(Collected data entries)
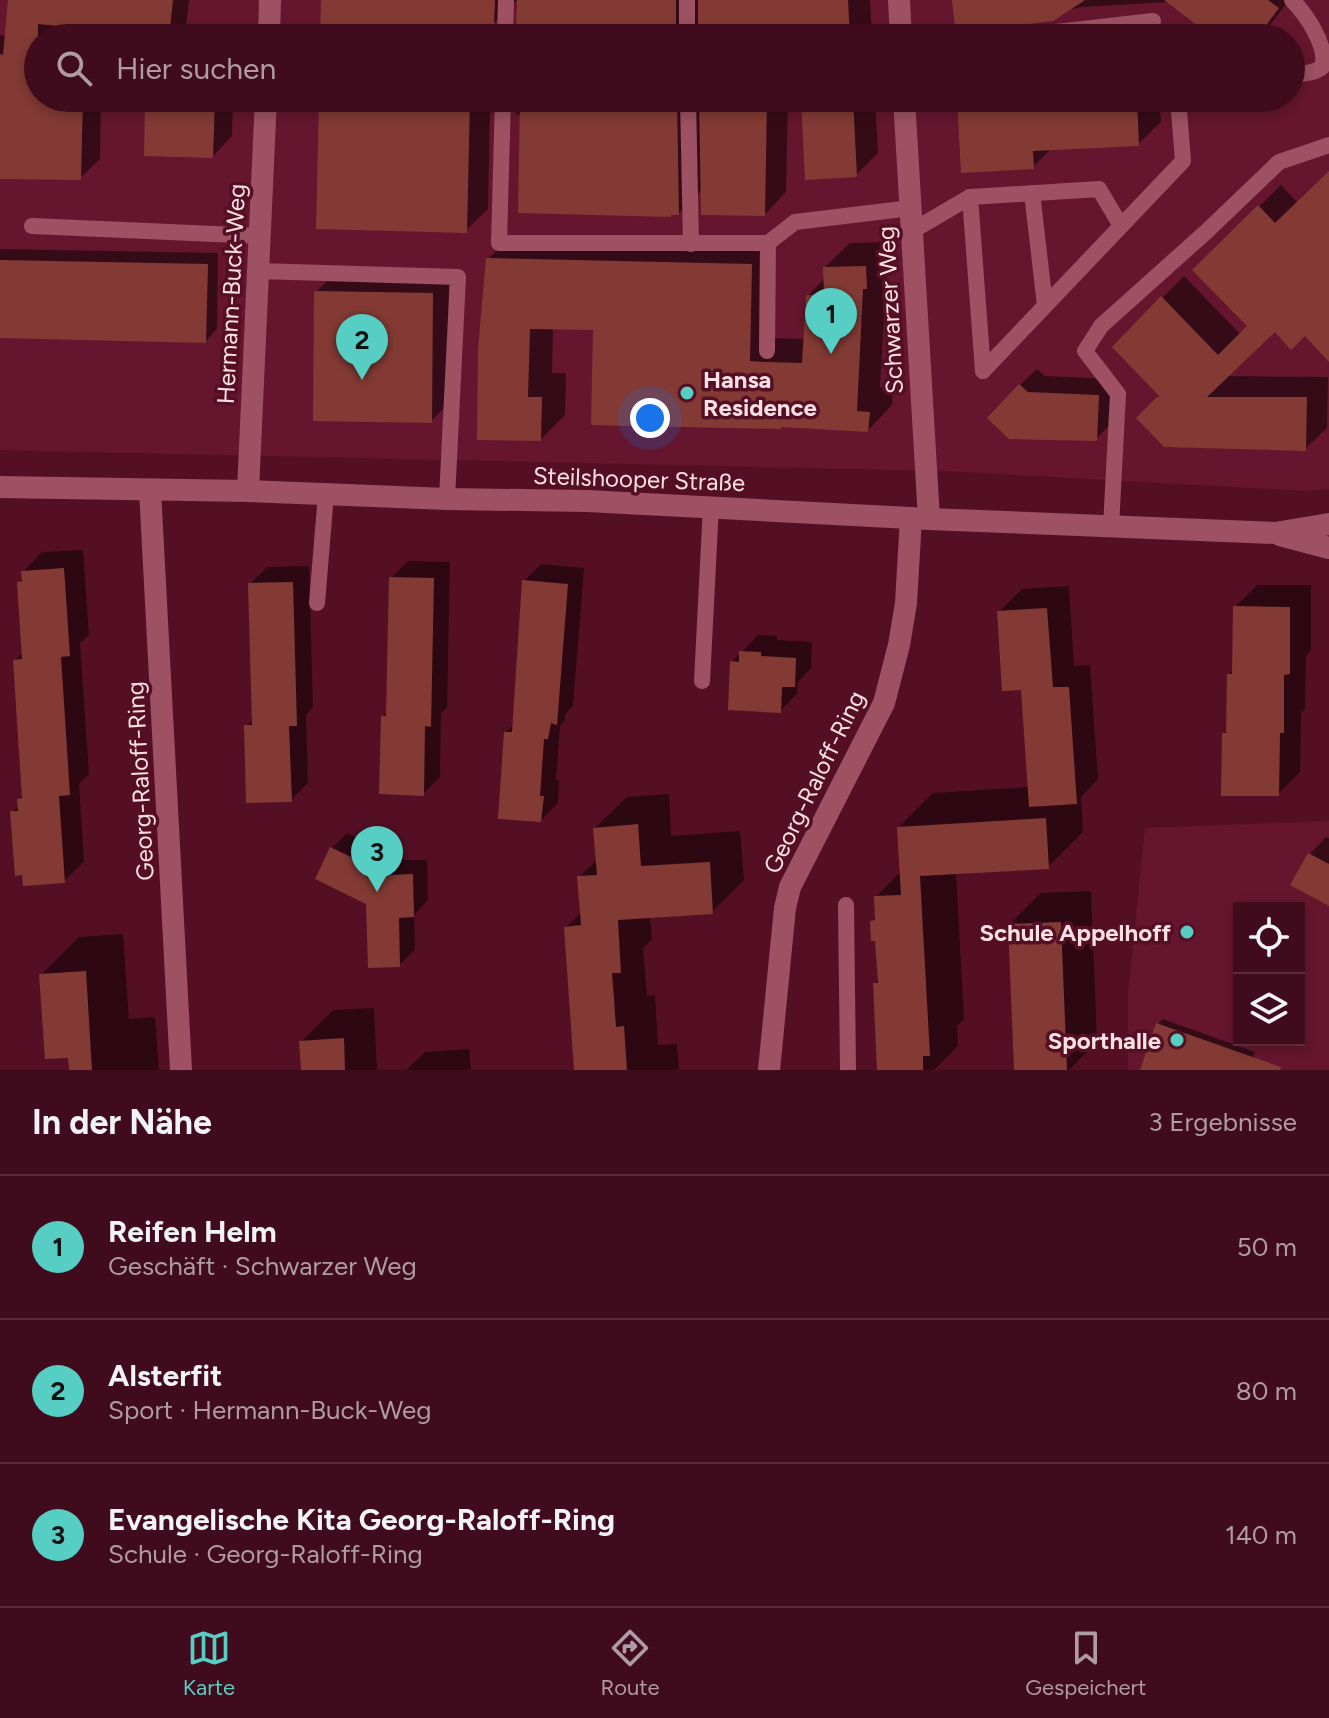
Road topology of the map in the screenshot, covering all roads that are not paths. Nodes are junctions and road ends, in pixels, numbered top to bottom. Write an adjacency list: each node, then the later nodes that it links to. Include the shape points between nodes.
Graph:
1 (270, 0): 7 (street)
2 (506, 0): 8 (lane)
3 (687, 0): 9 (lane)
4 (899, 0): 10 (street)
5 (1292, 0): 12 (lane, via 1326,43 1326,63)
6 (1153, 21): 11 (lane)
7 (269, 24)
8 (505, 24)
9 (687, 24)
10 (900, 24)
11 (1127, 24)
12 (1305, 73)
13 (265, 112): 24 (street, Hermann-Buck-Weg)
14 (503, 112): 26 (lane, via 499,243)
15 (688, 112): 26 (lane)
16 (905, 112): 21 (street, Schwarzer Weg)
17 (1179, 112): 23 (lane, via 1183,161)
18 (1329, 145): 38 (lane, via 1279,162 1101,326 1085,351 1118,394)
19 (1032, 193): 20 (lane); 23 (lane, via 1099,189); 28 (lane)
20 (970, 197): 21 (lane); 28 (lane, via 983,371)
21 (911, 220): 25 (lane, via 795,222); 36 (street, Schwarzer Weg)
22 (32, 226): 24 (lane)
23 (1121, 226): 28 (lane)
24 (260, 236): 27 (street, Hermann-Buck-Weg)
25 (768, 243): 26 (lane); 29 (lane)
26 (691, 244)
27 (258, 271): 32 (street, Hermann-Buck-Weg); 34 (lane, via 458,277)
28 (1045, 305)
29 (767, 351)
30 (0, 487): 31 (street, Steilshooper Straße)
31 (150, 490): 32 (street, Steilshooper Straße); 44 (street, Georg-Raloff-Ring)
32 (248, 491): 33 (street, Steilshooper Straße)
33 (326, 494): 34 (street, Steilshooper Straße); 41 (lane)
34 (447, 499): 35 (street, Steilshooper Straße)
35 (711, 506): 36 (street, Steilshooper Straße); 42 (lane)
36 (920, 518): 38 (street, Steilshooper Straße); 45 (street, Georg-Raloff-Ring, via 884,703 790,887)
37 (1329, 524): 39 (street, Steilshooper Straße)
38 (1111, 527): 39 (street, Steilshooper Straße)
39 (1275, 533): 40 (street, Steilshooper Straße)
40 (1329, 548)
41 (317, 603)
42 (702, 681)
43 (846, 905): 46 (lane)
44 (181, 1070)
45 (769, 1070)
46 (848, 1070)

### TO DO
Say how many lines in the entries include the string "Georg", and write nothing besides that number.

### RESPONSE TO THIS TASK
2